### WORK ITEM:
This exercise calls for copying every line below that holds the word "thumb".

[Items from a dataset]
▬▬▬▬▬▬▬▬▬▬
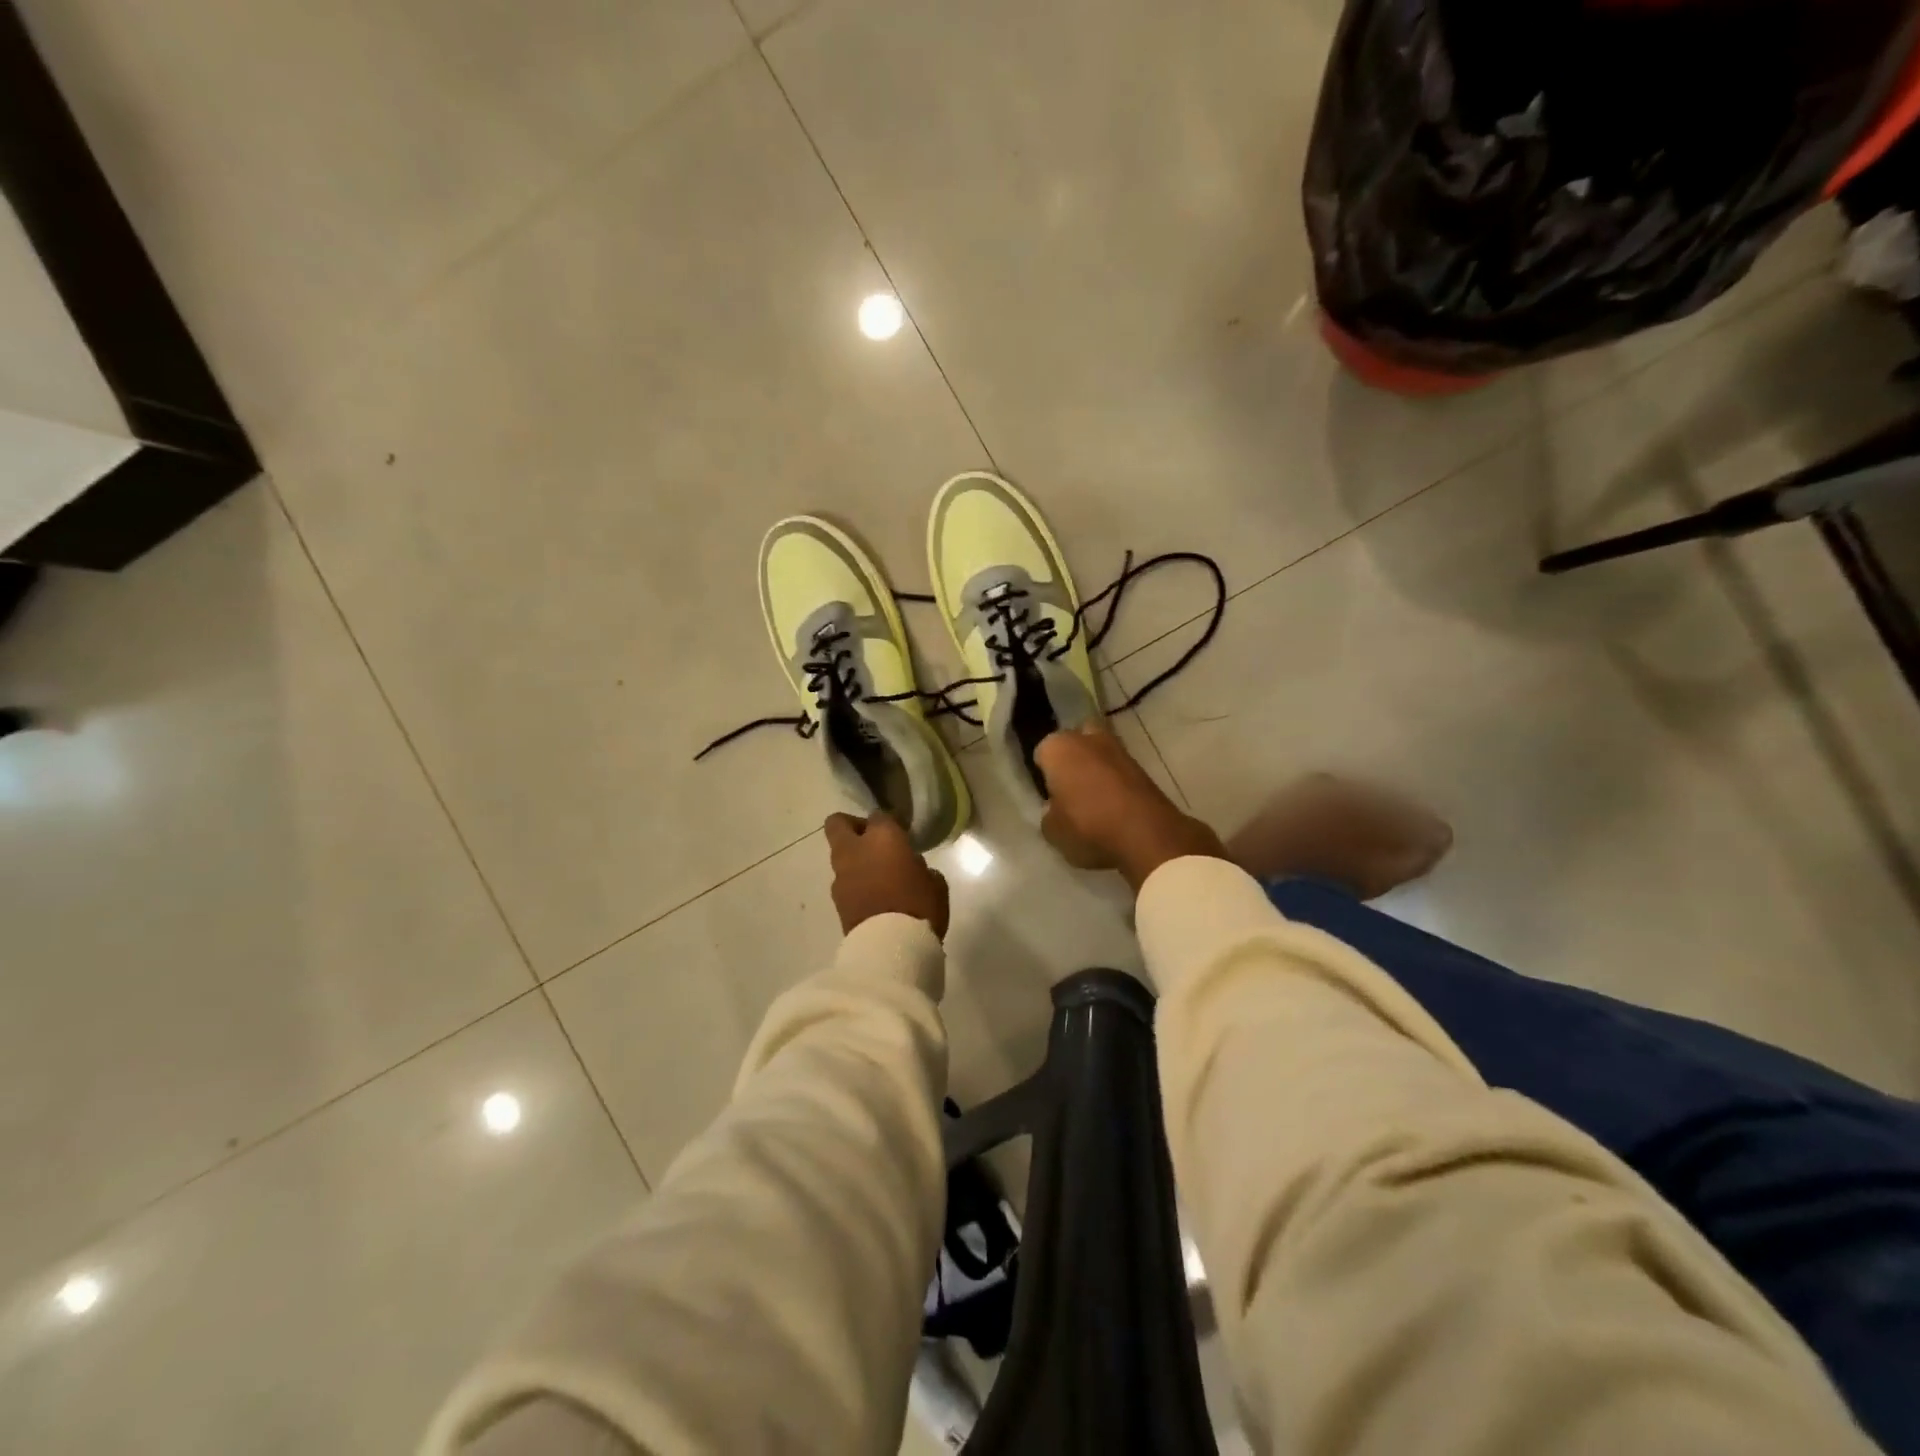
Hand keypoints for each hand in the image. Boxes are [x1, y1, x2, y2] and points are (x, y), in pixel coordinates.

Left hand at [825, 812, 950, 937]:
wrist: (890, 948)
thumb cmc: (919, 907)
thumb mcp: (935, 883)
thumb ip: (920, 867)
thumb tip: (911, 867)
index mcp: (883, 837)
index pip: (880, 816)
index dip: (890, 823)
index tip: (902, 833)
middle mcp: (855, 850)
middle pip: (839, 823)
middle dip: (852, 826)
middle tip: (873, 841)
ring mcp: (841, 875)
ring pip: (840, 854)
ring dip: (854, 859)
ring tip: (876, 875)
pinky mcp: (836, 900)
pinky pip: (843, 881)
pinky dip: (854, 882)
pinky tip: (872, 896)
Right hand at [1035, 724, 1226, 891]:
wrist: (1146, 833)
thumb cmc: (1088, 825)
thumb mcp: (1052, 831)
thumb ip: (1048, 814)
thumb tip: (1055, 808)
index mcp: (1058, 748)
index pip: (1042, 753)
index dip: (1043, 773)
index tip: (1047, 792)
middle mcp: (1086, 739)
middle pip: (1074, 741)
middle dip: (1072, 758)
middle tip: (1069, 787)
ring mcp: (1118, 749)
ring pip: (1099, 752)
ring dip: (1095, 767)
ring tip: (1092, 798)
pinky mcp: (1142, 766)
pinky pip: (1118, 769)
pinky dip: (1115, 781)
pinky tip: (1113, 804)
▬▬▬▬▬▬▬▬▬▬
### TASK SOLUTION:
thumb cmc: (919, 907)
thumb mcp: (935, 883)
thumb ip: (920, 867)
thumb tip: (911, 867)
thumb cmc: (1088, 825)
thumb mcp: (1052, 831)
thumb ip: (1048, 814)
thumb tip: (1055, 808)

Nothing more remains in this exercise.